Madoff Middleman Ezra Merkin Charged With Fraud For Secretly Steering $2.4 Billion In Investor Assets Into Madoff's Ponzi Scheme

NEW YORK, NY (April 6, 2009) - Attorney General Andrew M. Cuomo today announced charges against J. Ezra Merkin and the funds he controlled for violating New York’s Martin Act by concealing from his clients the investment of more than $2.4 billion with Bernard L. Madoff.  In a 54-page complaint filed in New York State Supreme Court, Cuomo alleges that investors, including several prominent charities and non-profits, entrusted their investments to Merkin, who then steered the money to Madoff without their permission, in exchange for $470 million in management and incentive fees.

The complaint also charges that Merkin ignored irregularities and other glaring red flags related to Madoff’s investments. As a result, hundreds of investors lost millions in investments, tragically including important charity organizations that were specifically targeted by Merkin. Attorney General Cuomo’s lawsuit seeks payment of damages and disgorgement of all fees by Merkin. The complaint also charges Merkin’s management company, Gabriel Capital Corporation (“GCC”). Merkin managed several funds, including Ascot Fund Limited, Gabriel Capital L.P., and Ariel Fund.

“Merkin profited enormously from Madoff’s scheme, reaping huge commissions while investors lost all their money,” said Attorney General Andrew Cuomo. “Merkin duped individual investors, non-profits, and charities into believing he was responsibly managing their investments, when in actuality he was dumping them into history’s largest Ponzi scheme.” The complaint charges that Merkin was not the “investing guru” he claimed to be but instead just a “master marketer.”

In a pattern of fraudulent concealment and misrepresentation spanning nearly two decades, according to the complaint, Merkin held himself out as a skilled money manager and used his social and charitable connections to raise over $4 billion from hundreds of individuals, charities, and other investors.  Merkin turned virtually all of this money over to third-party money managers, including Madoff.

During individual conversations with investors, and through fraudulent quarterly reports, investor presentation materials, and offering documents, Merkin concealed the role Madoff played and misrepresented the role he played in managing the funds, according to the complaint.
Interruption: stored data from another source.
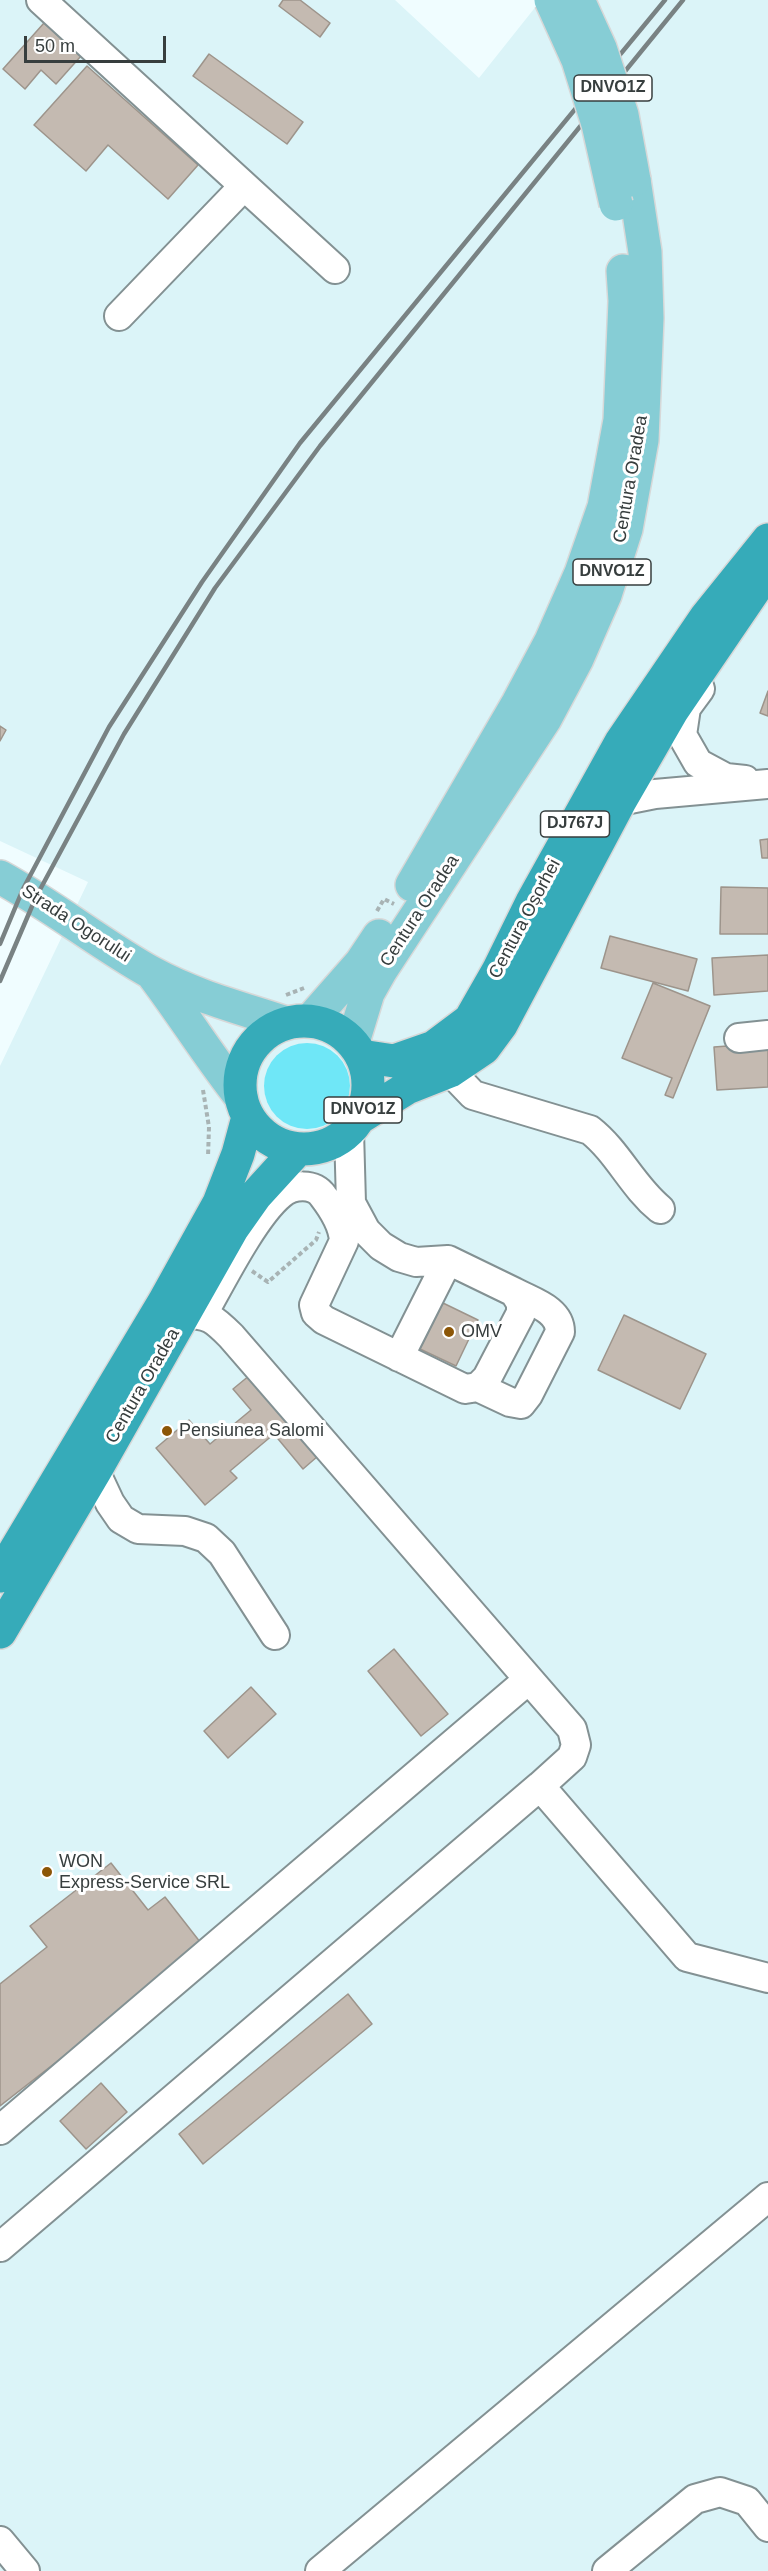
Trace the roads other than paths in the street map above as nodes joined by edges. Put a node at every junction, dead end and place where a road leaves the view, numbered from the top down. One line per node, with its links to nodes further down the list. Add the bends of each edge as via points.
1 (41, 0): 4 (street)
2 (551, 0): 5 (main road, Centura Oradea / DNVO1Z, bridge, via 582,70)
3 (578, 0): 5 (main road, Centura Oradea / DNVO1Z, bridge, via 600,48 622,115)
4 (244, 186): 6 (street); 7 (street)
5 (625, 192): 18 (main road, Centura Oradea / DNVO1Z, via 626,302 620,420 604,507 581,573 518,703 399,907 362,963); 21 (main road, Centura Oradea / DNVO1Z, via 645,252 647,318 642,440 626,529 605,595 577,659 545,719 372,985)
6 (334, 269)
7 (119, 316)
8 (768, 540): 16 (highway, Centura Oșorhei / DJ767J, via 706,617 621,742)
9 (768, 570): 13 (highway, DJ767J, via 672,711)
10 (768, 592): 11 (street, via 686,708 682,735 698,764 726,778)
11 (768, 783): 13 (street)
12 (768, 793): 14 (street, via 680,805 626,820)
13 (620, 801): 14 (highway, DJ767J); 16 (street, via 585,827 552,887)
14 (598, 843): 22 (highway, Centura Oșorhei / DJ767J, via 501,1025 484,1048)
15 (0, 877): 17 (main road, Strada Ogorului)
16 (532, 902): 21 (highway, Centura Oșorhei / DJ767J, via 470,1020 434,1047 394,1061)
17 (151, 972): 18 (main road, Strada Ogorului, via 193,993); 23 (main road, Strada Ogorului)
18 (298, 1022): 21 (highway, via 326,1024 340,1031); 23 (highway, DNVO1Z, via 269,1031 255,1044 240,1078)
19 (768, 1035): 20 (street)
20 (739, 1038)
21 (357, 1049): 24 (highway, DNVO1Z, via 367,1070 366,1102)
22 (450, 1071): 24 (highway, Centura Oșorhei / DJ767J, via 407,1088); 27 (street, via 473,1095 590,1130 605,1142 648,1200)
23 (244, 1107): 25 (highway, via 261,1133 278,1144); 34 (highway, Centura Oradea / DNVO1Z, via 229,1179 204,1230)
24 (354, 1125): 25 (highway, DNVO1Z, via 333,1142); 28 (street, via 351,1203 366,1231 399,1257 417,1262)
25 (300, 1149): 26 (street); 30 (highway, Centura Oradea, via 243,1212)
26 (320, 1191): 30 (street, via 296,1186 282,1193 258,1221); 31 (street, via 343,1230 344,1241 314,1305 316,1313)
27 (660, 1209)
28 (448, 1260): 29 (street); 31 (street)
29 (514, 1292): 32 (street, via 521,1303 521,1313 487,1378); 32 (street, via 554,1314 560,1332 521,1404)
30 (201, 1316): 33 (highway, Centura Oradea); 37 (street)
31 (399, 1357): 32 (street, via 465,1389)
32 (478, 1387)
33 (95, 1471): 35 (highway, Centura Oradea); 36 (street, via 121,1519 138,1529 185,1531 206,1538 222,1553)
34 (0, 1576)
35 (0, 1632)
36 (275, 1635)
37 (528, 1680): 38 (street, via 572,1729 576,1745 572,1756); 40 (street)
38 (540, 1786): 39 (street, via 687,1957); 42 (street)
39 (768, 1978)
40 (0, 2130)
41 (768, 2197): 46 (street)
42 (0, 2247)
43 (768, 2526): 47 (street, via 747,2500 720,2492 694,2499)
44 (0, 2541): 45 (street)
45 (26, 2571)
46 (320, 2571)
47 (607, 2571)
Though acting primarily as a marketer and a middleman, Merkin pocketed hundreds of millions of dollars in management and incentive fees from his investors.
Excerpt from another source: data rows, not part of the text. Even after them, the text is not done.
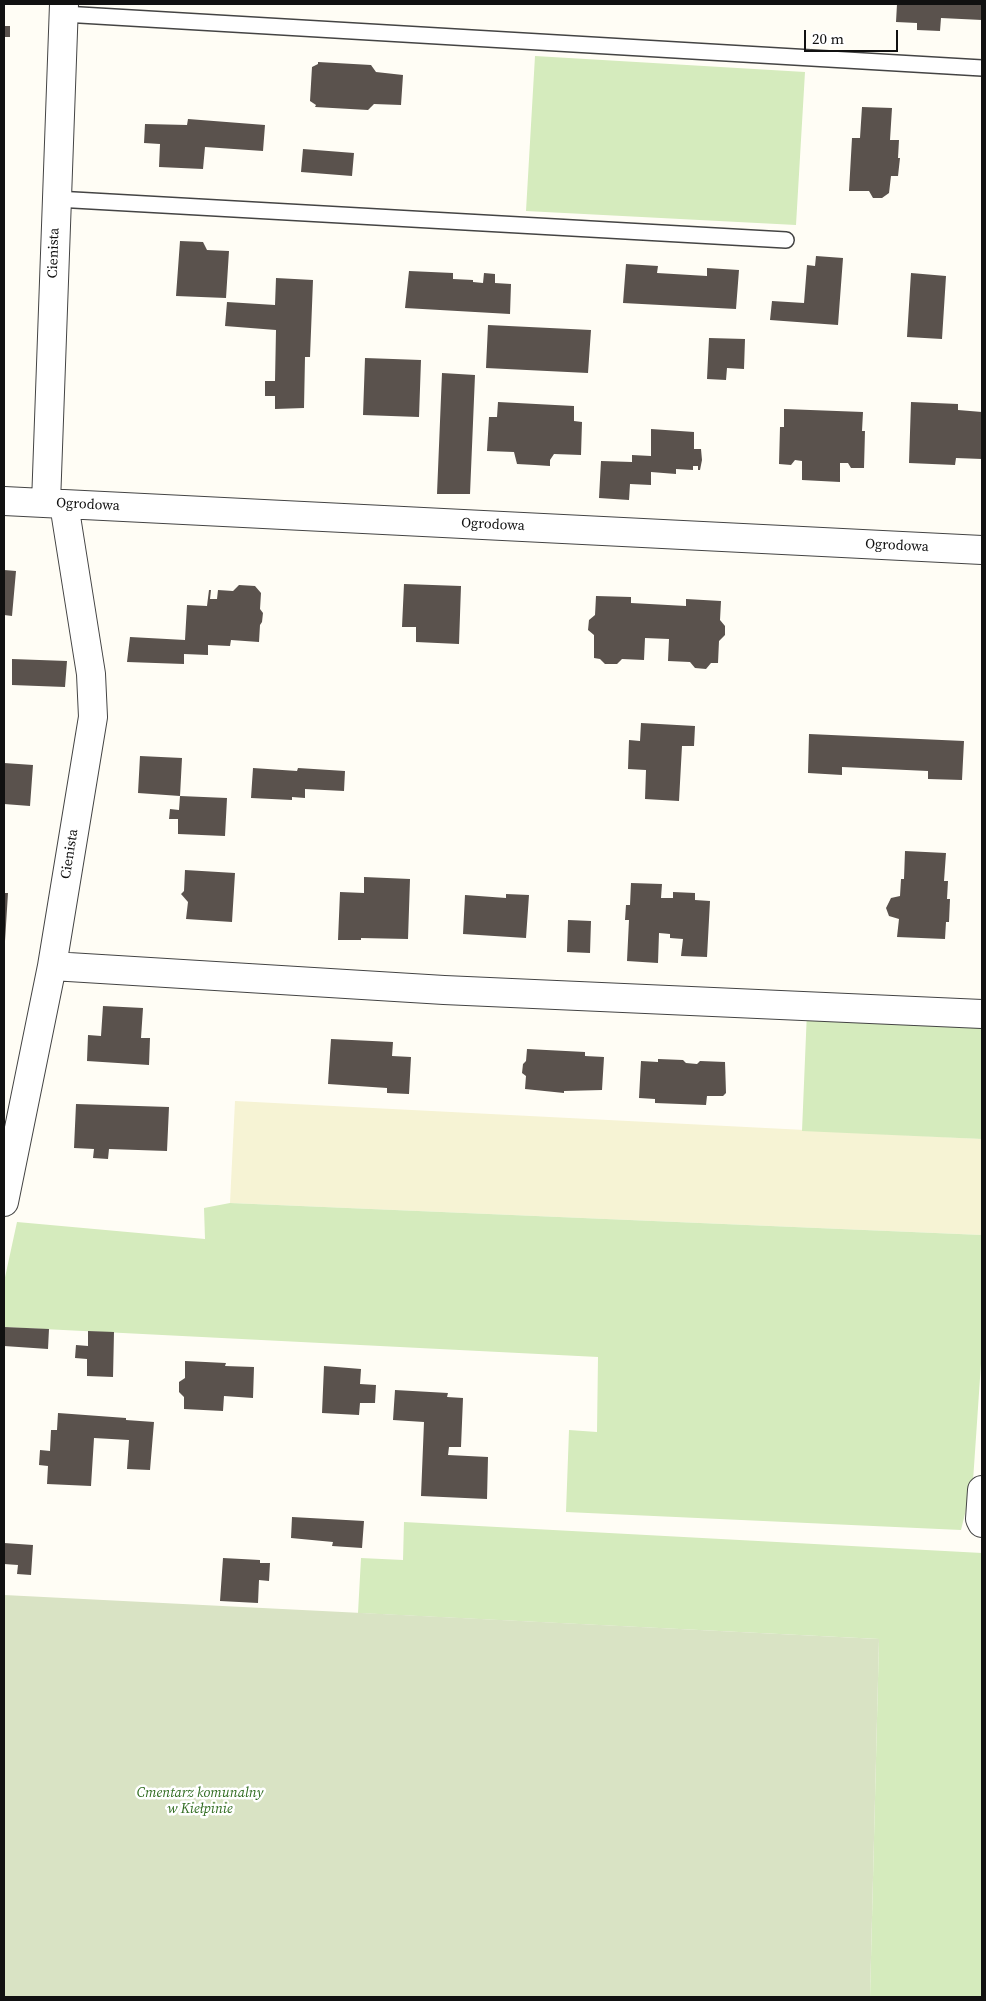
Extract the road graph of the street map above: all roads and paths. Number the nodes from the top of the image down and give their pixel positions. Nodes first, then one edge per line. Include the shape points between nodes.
1 (63, 9) edge
2 (982, 68) edge
3 (56, 199) junction
4 (786, 240) dead end
5 (4, 501) edge
6 (55, 504) junction
7 (982, 550) edge
8 (52, 966) junction
9 (982, 1014) edge
10 (4, 1202) edge
11 (982, 1490) edge
12 (981, 1521) edge

1 - 2 lane
1 - 3 street, Cienista
3 - 4 lane
3 - 6 street, Cienista
5 - 6 street, Ogrodowa
6 - 7 street, Ogrodowa
6 - 8 street, Cienista via 91,674 92,718
8 - 9 street via 434,989
8 - 10 street, Cienista
11 - 12 street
Charities and non-profit organizations were particularly susceptible to and victimized by Merkin’s deceptive tactics.  Over 10 percent of the assets managed by Merkin belonged to non-profit organizations.  Merkin collected his customary fees from nonprofits that invested with him, but typically did not disclose, or actively obscured, that Madoff was actually managing some or all of the funds they invested.

Merkin commingled his personal funds, including his management fees from Ascot and Gabriel, with the funds of his management company, GCC.  Merkin used GCC funds to make purchases for his personal benefit, including purchases of over $91 million of artwork for his apartment. 

The Complaint charges Merkin with violations of the Martin Act, General Business Law § 352 et seq., for fraudulent conduct in connection with the sale of securities, Executive Law § 63(12) for persistent fraud in the conduct of business, and New York’s Not-For-Profit Corporation Law §§ 112, 717, and 720 for breaches of fiduciary duty in connection with Merkin’s service on the boards of certain non-profit organizations.  Attorney General Cuomo’s lawsuit seeks payment of damages and disgorgement of all fees by Merkin, restitution and other equitable relief.
Today’s complaint alleges several examples where Merkin repeatedly lied to investors and prospective investors about how he was investing their funds:

  • At a presentation to a non-profit organization, Merkin made statements indicating that only 15 percent of Ascot was invested with Madoff; in reality the entire fund was invested in Madoff.
  • Merkin told several investors concerned about rumors that Ascot was managed by Madoff that only a small or insubstantial portion of Ascot’s assets were held by Madoff;
  • Merkin outright denied Madoff’s role in Ascot to an investor who had noticed the similarity between Ascot’s performance and the performance of another fund generally known to be a Madoff feeder;
  • Merkin told one investor that all of Ascot’s assets were maintained in a Morgan Stanley brokerage account.

This case is being handled by Assistant Attorneys General Laurence D. Borten, Andrew Davis, David N. Ellenhorn, Carolyn Ellis, Shmuel Kadosh, Caroline Press, Harriet B. Rosen, and  Daniel Sangeap, under the supervision of David A. Markowitz, Chief of the Investor Protection Bureau, and Jason Lilien, Chief of the Charities Bureau, and Eric Corngold, Executive Deputy Attorney General for Economic Justice.